Il y a donc théoriquement toute la latitude nécessaire dans les conventions, pour permettre aux états de mettre en place un système de production, transformation et distribution de cannabis à des fins médicales. Cependant, les tableaux de classification prévus dans ces conventions sont eux-mêmes restrictifs, puisqu’ils limitent les possibilités d’usage en classant le cannabis comme « peu ou pas utile » au niveau médicinal, et chose encore plus saugrenue comme une « substance avec un fort potentiel d’abus ».

En 1991, le Delta-9-tetrahydrocannabinol (qui porte le nom standardisé dans la pharmacologie de Dronabinol) a été déclassifié du tableau I au tableau II de la Convention de 1971, favorisant la disponibilité à des fins médicales. En 2014, la CND a rejeté la proposition de reclassifier du tableau II au Tableau III, alors que cette recommandation du groupe d’experts de pharmacodépendance de l’OMS a été émise à l’origine en 1972, puis en 1990, puis à nouveau en 2003.

Aujourd’hui, Pavel Pachta nous signale qu’il existe une demande de l’Organe International de Contrôle des Stupéfiants pour que l’OMS produise une révision de l’état des connaissances sur le cannabis.

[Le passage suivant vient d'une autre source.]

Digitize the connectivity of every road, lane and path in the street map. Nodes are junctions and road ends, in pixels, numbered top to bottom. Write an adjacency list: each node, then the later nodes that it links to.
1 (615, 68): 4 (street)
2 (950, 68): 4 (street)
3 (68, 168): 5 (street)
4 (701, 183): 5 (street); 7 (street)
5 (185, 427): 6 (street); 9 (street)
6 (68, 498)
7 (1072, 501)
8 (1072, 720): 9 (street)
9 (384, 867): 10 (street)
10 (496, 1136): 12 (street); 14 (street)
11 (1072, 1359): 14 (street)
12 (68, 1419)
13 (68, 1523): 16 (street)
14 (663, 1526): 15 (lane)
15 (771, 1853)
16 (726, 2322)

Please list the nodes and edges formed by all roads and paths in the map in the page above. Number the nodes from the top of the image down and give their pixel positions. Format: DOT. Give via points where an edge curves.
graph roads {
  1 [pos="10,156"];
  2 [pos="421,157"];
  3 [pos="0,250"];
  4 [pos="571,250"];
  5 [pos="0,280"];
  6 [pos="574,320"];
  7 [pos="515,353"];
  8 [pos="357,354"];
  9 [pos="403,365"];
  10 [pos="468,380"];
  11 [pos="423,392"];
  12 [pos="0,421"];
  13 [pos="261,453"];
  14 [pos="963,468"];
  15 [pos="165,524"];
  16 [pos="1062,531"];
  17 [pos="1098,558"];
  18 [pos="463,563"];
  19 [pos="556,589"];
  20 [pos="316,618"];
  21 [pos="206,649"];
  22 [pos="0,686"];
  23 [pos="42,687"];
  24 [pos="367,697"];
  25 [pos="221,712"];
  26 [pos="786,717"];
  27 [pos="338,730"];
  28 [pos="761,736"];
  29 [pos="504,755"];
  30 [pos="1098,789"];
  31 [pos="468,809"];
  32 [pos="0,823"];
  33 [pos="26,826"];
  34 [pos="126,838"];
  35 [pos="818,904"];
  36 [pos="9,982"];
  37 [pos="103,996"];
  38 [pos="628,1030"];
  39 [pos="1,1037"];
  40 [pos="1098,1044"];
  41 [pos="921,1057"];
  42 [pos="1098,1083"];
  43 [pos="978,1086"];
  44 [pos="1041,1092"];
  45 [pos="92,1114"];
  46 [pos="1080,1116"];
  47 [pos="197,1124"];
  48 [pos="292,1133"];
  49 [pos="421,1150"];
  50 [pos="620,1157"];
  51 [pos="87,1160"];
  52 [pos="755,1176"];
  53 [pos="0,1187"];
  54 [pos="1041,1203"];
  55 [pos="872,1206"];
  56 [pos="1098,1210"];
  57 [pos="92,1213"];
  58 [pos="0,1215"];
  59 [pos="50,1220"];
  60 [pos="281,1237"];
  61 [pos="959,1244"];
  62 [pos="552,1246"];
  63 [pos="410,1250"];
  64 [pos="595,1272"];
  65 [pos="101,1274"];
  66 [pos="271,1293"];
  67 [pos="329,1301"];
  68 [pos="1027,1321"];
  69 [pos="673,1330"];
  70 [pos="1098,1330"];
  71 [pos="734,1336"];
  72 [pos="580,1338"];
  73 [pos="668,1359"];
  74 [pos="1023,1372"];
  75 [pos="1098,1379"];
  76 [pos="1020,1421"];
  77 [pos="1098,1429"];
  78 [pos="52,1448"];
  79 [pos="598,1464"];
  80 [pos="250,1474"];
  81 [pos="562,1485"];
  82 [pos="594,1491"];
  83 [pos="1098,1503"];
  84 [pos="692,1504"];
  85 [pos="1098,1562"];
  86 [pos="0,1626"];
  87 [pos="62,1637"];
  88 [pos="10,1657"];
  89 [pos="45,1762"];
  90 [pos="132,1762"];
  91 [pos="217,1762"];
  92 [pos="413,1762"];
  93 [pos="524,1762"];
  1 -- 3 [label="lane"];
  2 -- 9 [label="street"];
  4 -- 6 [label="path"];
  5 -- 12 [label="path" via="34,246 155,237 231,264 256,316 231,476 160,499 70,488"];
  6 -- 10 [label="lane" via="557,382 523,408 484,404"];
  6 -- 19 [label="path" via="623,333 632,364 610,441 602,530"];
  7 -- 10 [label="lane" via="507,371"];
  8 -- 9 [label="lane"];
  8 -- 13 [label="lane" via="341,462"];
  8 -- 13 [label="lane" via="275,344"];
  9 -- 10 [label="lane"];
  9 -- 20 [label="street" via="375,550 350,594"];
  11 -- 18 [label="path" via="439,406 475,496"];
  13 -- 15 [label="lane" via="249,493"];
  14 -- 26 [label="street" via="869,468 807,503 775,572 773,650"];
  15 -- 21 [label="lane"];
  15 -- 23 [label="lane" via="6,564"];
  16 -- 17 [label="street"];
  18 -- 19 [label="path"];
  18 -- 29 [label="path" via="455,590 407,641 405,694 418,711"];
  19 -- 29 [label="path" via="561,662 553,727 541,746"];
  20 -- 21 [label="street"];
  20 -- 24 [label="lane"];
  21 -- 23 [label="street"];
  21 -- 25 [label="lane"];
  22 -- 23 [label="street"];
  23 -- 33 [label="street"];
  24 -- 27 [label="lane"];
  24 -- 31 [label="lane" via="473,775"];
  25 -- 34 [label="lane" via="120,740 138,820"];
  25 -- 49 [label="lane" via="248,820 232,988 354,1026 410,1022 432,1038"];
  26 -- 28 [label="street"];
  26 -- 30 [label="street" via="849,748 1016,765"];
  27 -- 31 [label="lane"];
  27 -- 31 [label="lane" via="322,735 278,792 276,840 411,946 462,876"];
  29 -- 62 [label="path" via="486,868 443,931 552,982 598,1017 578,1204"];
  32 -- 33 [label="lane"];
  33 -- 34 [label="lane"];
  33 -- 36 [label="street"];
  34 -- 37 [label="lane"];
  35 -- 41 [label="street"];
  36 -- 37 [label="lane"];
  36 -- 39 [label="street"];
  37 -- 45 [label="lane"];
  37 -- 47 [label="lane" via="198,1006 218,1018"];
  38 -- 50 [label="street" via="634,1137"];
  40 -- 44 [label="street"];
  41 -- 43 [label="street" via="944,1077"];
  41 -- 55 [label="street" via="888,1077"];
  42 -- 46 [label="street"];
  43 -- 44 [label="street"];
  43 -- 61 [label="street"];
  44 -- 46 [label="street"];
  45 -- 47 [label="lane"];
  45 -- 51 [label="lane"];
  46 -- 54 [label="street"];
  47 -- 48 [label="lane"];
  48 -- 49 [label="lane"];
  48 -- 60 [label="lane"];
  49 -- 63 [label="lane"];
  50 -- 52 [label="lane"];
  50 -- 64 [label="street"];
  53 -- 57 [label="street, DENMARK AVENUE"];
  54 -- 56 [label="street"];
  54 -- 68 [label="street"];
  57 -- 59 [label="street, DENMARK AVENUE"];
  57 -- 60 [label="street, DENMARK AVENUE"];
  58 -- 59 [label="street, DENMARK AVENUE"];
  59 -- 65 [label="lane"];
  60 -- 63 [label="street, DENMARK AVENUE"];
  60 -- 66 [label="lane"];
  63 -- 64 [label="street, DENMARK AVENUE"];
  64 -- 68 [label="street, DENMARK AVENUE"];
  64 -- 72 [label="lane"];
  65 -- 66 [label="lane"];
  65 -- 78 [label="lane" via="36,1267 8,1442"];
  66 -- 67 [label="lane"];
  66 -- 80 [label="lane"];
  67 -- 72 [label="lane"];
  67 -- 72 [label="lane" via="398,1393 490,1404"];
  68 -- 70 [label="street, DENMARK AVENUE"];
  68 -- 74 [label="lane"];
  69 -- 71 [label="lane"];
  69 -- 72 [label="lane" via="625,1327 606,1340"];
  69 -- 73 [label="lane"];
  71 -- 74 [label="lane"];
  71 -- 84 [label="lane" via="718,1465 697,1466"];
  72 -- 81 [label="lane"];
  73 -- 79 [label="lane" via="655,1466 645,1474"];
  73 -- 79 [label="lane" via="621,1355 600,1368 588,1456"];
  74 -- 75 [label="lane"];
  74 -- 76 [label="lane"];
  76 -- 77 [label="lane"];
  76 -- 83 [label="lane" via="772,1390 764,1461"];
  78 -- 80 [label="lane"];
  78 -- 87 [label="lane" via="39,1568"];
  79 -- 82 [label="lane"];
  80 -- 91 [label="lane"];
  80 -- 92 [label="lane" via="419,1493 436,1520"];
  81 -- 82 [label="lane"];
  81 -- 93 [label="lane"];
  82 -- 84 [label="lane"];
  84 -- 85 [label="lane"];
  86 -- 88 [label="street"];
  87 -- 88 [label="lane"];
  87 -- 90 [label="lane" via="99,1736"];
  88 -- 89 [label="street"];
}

Il prend ensuite l’exemple des États-unis, qui importaient l’an dernier 40 tonnes de Ritaline (méthylphenidate), un stupéfiant classé au tableau II de la liste des stupéfiants de la convention de 1971 (liste verte), alors que dans le même temps seuls 105 Kg de Dronabinol (Delta-9-tetrahydrocannabinol) étaient déclarés, pour illustrer le manque de bonne volonté des gouvernements (les deux substances sont en effet classées dans le même tableau de la liste verte, et donc soumises aux mêmes restrictions au niveau international).

Ce ne sont donc pas les limites législatives qui freinent le développement de la médecine à base de cannabinoïdes, mais bien un manque de volonté de la part des gouvernements et des autorités de Santé. Manque de volonté de libéraliser l’accès aux traitements et manque de volonté d’ouvrir la palette d’utilisation.

Le docteur Pachta est donc revenu sur les propos de Michel Kazatchkine, pointant l’importance de l’interprétation flexible des conventions, laissant une latitude aux gouvernements nationaux, pour persister à prohiber aveuglément les stupéfiants, ou pour mettre en place des régulations normatives et spécifiques.